Saved entries:

.....

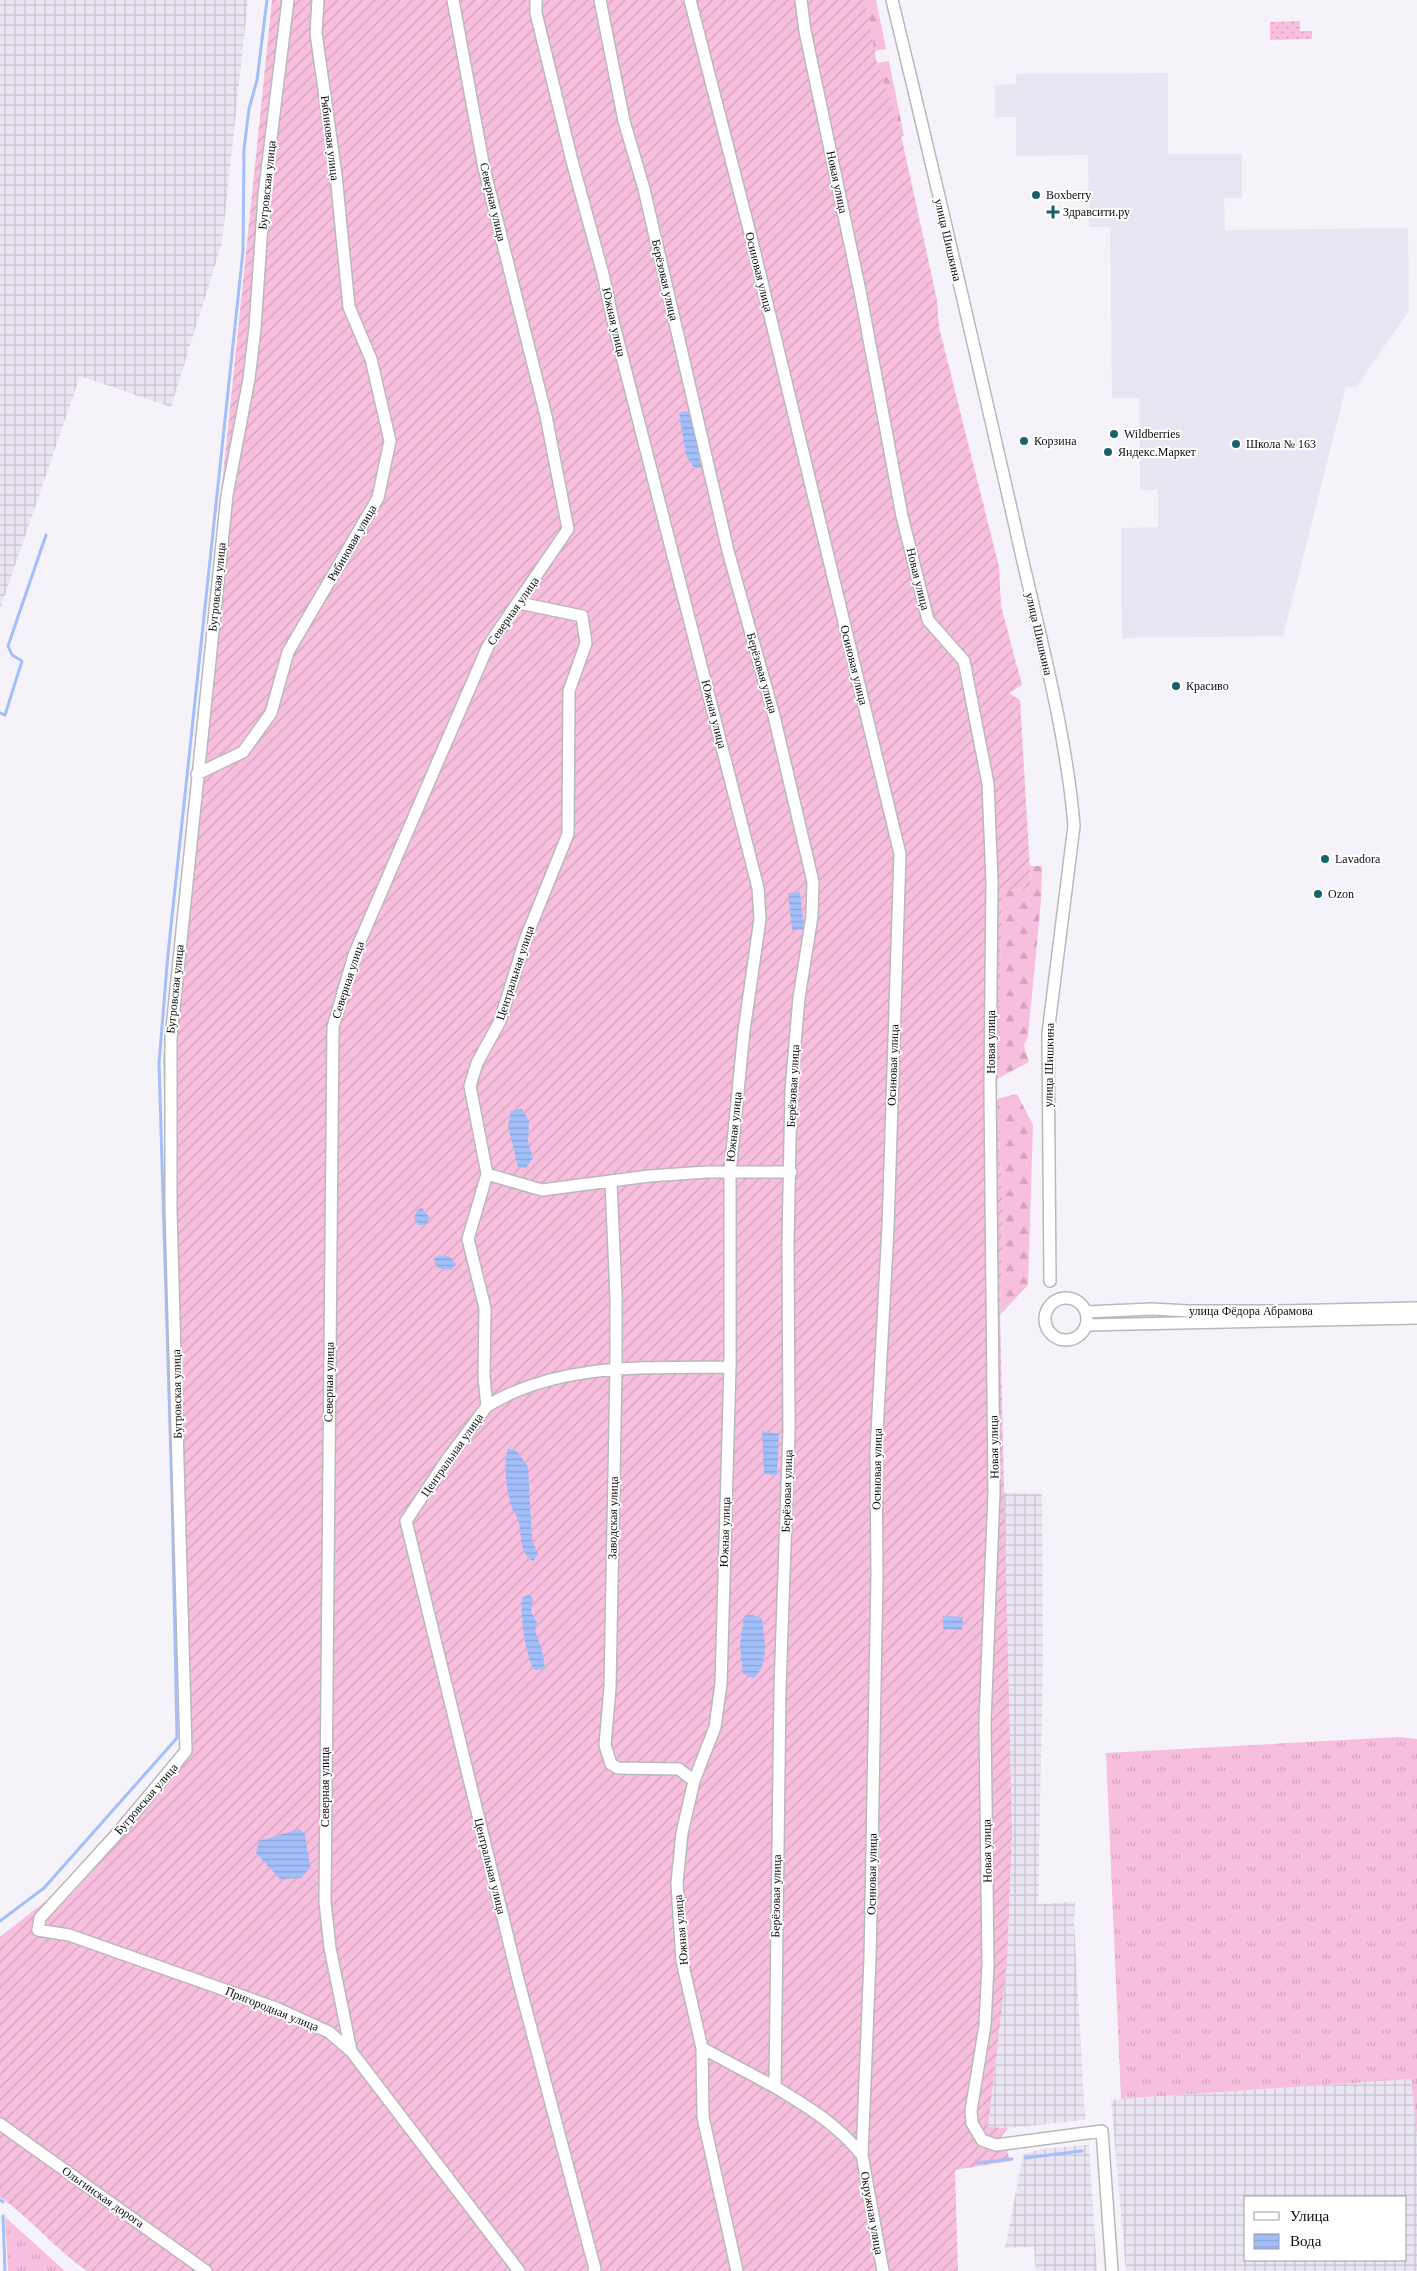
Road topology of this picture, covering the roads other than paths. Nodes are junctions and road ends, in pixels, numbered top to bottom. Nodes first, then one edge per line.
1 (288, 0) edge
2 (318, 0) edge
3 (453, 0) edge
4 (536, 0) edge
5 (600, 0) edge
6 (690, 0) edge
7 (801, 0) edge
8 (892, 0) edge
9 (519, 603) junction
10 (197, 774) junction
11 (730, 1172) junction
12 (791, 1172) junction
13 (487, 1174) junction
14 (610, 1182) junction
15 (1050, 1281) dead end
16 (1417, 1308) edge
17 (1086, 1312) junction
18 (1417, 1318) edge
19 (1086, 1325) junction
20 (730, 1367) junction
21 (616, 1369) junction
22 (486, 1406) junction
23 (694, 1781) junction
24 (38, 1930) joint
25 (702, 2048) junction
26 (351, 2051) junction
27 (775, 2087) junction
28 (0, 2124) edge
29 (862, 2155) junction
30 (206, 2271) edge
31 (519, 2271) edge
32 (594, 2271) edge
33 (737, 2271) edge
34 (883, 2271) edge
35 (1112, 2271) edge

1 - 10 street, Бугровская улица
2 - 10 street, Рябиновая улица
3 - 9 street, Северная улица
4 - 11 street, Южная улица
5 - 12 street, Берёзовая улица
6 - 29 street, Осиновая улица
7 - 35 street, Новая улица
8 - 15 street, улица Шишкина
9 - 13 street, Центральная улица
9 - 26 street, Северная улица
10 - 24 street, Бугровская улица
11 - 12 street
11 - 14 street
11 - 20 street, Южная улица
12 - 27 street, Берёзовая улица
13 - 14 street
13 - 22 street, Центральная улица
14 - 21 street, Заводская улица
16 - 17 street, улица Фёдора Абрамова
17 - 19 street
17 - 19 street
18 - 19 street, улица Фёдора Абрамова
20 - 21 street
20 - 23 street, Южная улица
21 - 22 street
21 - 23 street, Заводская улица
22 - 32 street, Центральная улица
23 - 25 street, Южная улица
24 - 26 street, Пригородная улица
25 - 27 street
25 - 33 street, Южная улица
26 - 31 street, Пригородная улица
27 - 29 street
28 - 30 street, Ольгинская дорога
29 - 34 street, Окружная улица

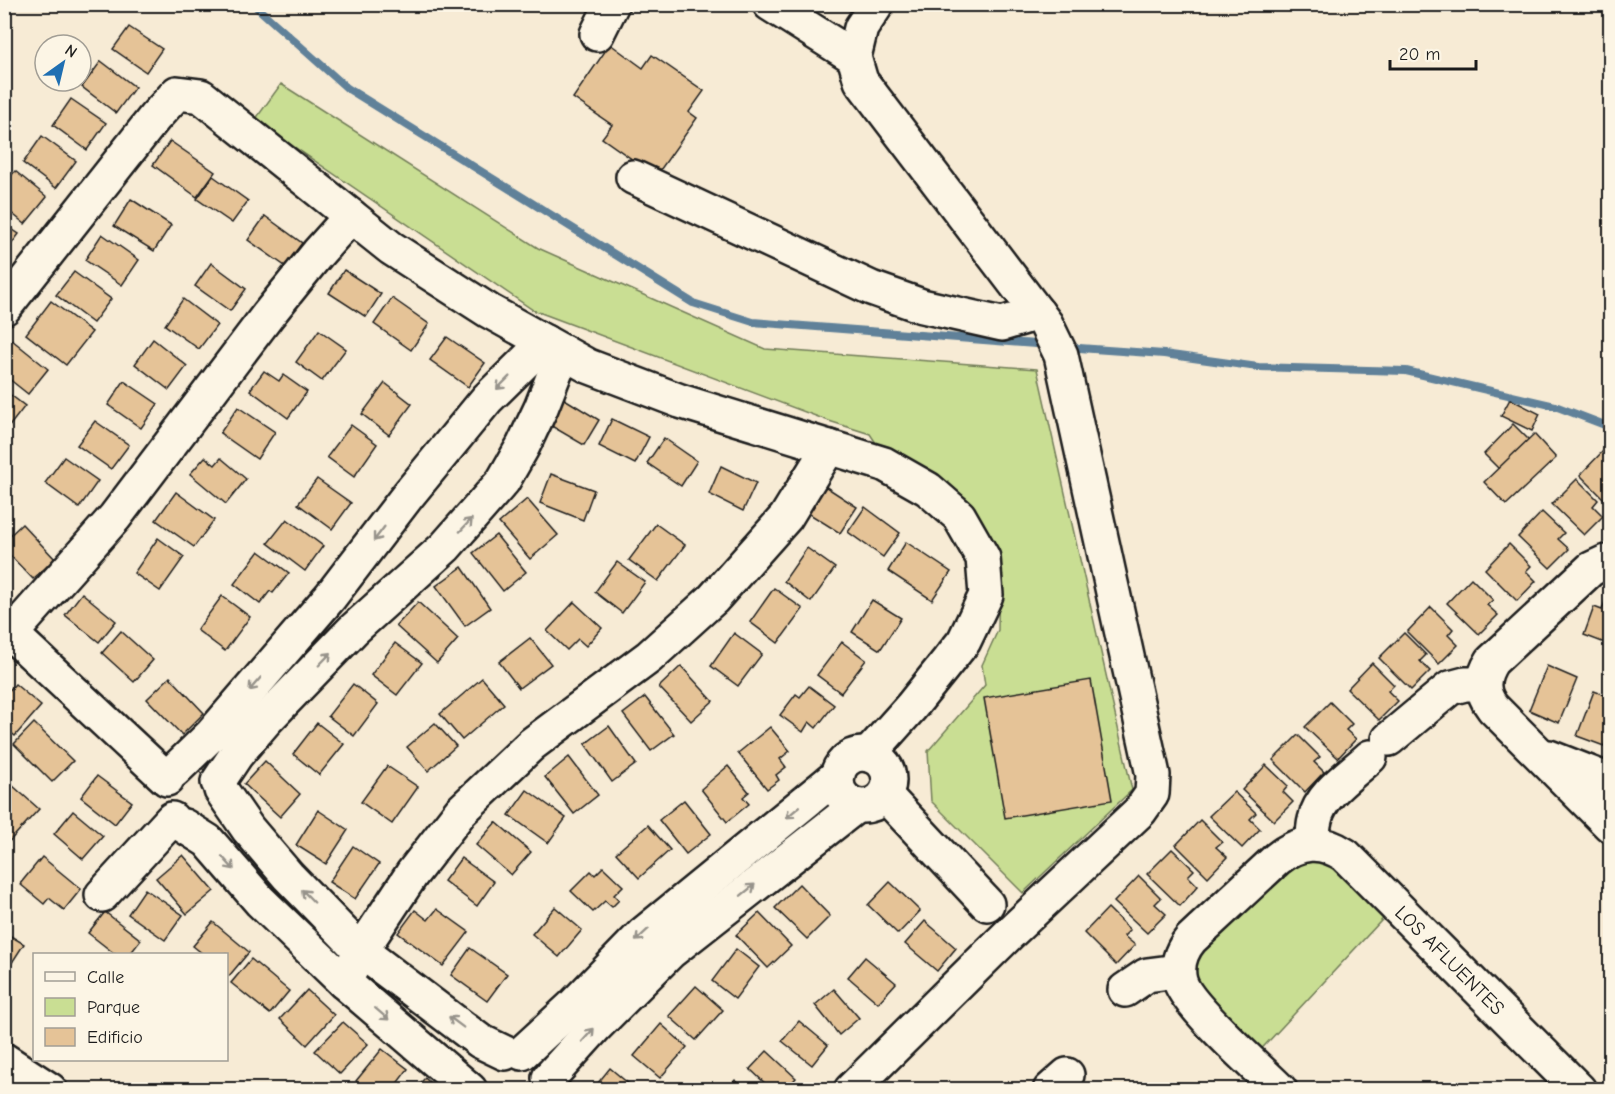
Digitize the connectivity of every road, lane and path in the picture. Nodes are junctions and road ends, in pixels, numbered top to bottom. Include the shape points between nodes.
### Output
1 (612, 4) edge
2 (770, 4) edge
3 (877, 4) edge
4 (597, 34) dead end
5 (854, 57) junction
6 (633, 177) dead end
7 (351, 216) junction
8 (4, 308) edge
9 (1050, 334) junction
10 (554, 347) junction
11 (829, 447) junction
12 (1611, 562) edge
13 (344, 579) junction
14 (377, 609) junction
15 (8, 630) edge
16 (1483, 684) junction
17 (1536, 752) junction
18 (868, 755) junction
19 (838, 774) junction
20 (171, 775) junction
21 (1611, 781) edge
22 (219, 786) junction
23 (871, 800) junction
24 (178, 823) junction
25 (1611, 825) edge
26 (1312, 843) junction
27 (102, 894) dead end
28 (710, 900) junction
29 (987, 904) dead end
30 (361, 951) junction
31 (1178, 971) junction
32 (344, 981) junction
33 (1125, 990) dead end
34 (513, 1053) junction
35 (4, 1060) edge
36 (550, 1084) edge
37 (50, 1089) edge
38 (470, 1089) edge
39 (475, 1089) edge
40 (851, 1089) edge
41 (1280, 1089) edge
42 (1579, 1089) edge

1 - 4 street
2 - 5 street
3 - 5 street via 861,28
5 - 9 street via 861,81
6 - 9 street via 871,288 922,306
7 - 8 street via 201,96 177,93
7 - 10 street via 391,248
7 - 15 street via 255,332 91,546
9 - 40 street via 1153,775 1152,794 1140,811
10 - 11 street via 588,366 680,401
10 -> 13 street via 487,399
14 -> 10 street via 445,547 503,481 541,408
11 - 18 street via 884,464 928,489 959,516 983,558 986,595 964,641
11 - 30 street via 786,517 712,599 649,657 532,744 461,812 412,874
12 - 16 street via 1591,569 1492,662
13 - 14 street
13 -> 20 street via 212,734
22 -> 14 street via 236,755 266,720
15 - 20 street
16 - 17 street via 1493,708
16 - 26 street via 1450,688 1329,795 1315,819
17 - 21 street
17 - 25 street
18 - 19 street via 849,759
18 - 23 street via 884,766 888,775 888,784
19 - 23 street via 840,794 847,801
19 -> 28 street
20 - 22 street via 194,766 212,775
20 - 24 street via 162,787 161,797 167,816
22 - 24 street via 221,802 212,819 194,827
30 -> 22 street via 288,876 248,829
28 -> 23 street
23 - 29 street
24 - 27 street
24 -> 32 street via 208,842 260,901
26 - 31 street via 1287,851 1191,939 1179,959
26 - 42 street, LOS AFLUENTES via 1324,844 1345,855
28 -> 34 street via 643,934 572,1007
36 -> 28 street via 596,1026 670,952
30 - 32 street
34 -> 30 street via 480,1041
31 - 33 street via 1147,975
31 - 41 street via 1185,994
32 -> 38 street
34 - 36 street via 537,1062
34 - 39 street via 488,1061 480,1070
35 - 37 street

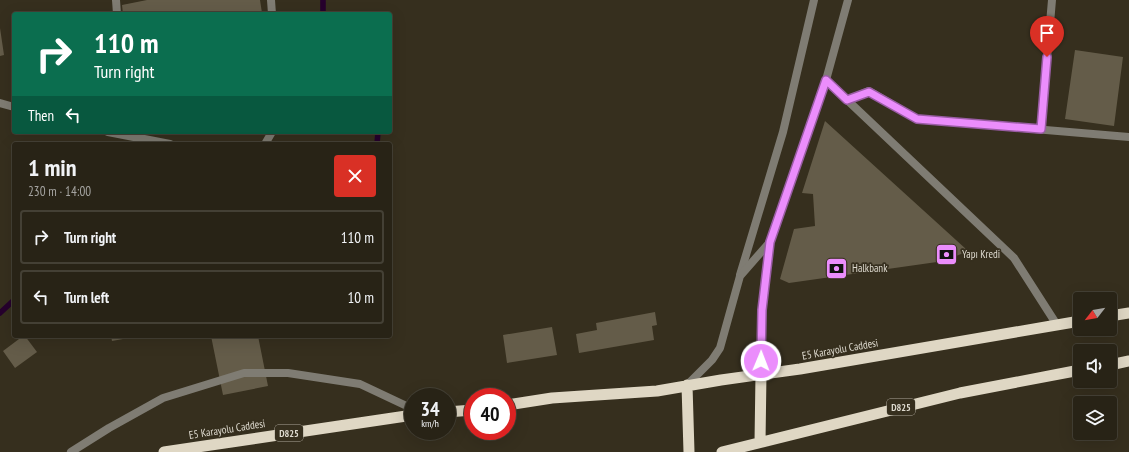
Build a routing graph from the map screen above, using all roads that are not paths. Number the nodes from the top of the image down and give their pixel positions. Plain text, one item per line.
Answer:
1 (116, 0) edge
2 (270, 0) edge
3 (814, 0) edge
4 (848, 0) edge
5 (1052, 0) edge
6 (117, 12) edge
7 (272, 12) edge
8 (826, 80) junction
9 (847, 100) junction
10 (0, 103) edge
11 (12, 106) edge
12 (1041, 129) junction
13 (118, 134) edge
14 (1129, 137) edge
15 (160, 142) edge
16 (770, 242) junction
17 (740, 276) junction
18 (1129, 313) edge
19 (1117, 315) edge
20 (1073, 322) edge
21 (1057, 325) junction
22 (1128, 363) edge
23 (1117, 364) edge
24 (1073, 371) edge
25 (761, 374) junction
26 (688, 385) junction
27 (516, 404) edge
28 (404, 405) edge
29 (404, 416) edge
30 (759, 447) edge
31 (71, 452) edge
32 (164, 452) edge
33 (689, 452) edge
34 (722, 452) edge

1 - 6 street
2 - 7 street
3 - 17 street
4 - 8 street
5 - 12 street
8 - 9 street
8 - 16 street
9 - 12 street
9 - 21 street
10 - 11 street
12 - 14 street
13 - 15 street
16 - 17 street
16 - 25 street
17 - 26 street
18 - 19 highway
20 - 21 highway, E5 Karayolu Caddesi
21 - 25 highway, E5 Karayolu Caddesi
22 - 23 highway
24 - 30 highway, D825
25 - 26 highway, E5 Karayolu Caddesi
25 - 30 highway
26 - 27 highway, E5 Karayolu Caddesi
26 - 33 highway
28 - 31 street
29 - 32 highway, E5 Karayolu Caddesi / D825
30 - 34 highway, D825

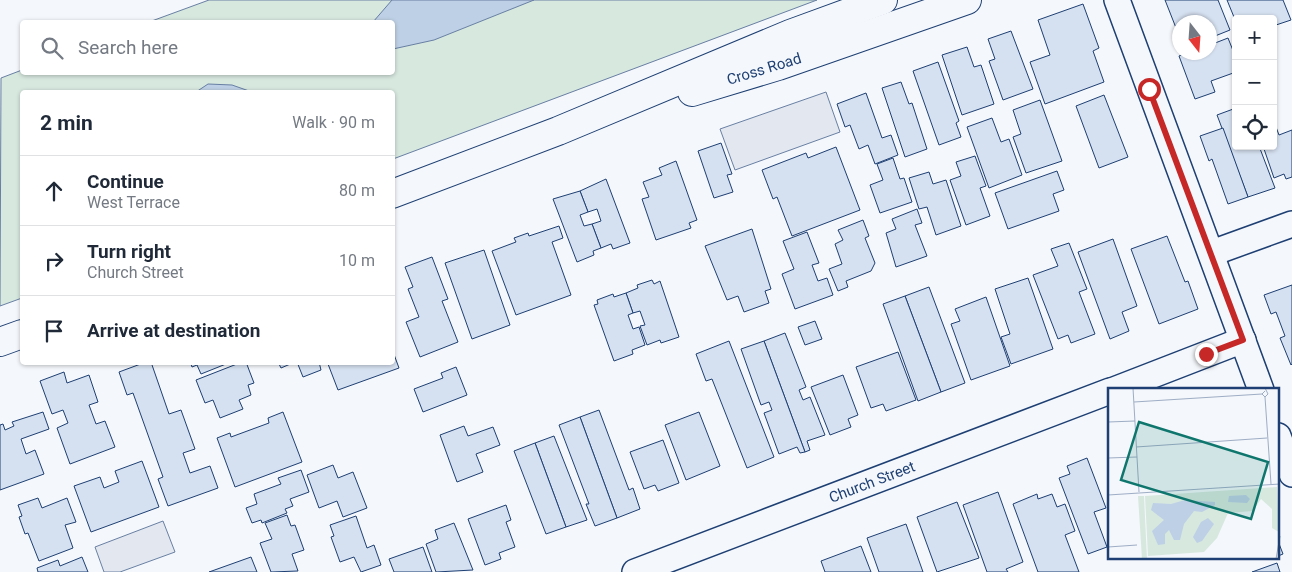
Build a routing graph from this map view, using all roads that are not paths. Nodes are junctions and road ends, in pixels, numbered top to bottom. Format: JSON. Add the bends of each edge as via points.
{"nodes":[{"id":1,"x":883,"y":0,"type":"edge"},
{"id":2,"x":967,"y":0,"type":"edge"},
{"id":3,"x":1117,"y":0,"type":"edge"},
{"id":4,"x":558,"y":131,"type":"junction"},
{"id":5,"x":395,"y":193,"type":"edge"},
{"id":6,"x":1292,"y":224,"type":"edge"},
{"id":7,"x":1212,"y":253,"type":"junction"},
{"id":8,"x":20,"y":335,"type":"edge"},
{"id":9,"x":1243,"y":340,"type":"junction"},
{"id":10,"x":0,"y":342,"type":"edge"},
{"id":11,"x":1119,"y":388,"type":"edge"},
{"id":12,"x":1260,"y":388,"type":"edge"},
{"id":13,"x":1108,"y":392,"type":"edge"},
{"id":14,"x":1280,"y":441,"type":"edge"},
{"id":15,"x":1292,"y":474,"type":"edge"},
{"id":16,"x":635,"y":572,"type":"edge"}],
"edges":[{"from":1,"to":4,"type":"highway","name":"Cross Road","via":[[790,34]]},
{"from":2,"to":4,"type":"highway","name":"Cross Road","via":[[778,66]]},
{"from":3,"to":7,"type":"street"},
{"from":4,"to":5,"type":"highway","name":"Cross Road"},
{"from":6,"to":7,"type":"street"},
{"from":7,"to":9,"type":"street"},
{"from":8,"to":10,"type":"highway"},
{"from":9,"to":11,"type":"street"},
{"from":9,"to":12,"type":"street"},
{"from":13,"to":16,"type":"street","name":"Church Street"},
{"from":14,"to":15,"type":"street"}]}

.....

### Task objective
Read the data above and count the lines that include "Build". Answer only with the count.

### Task response
2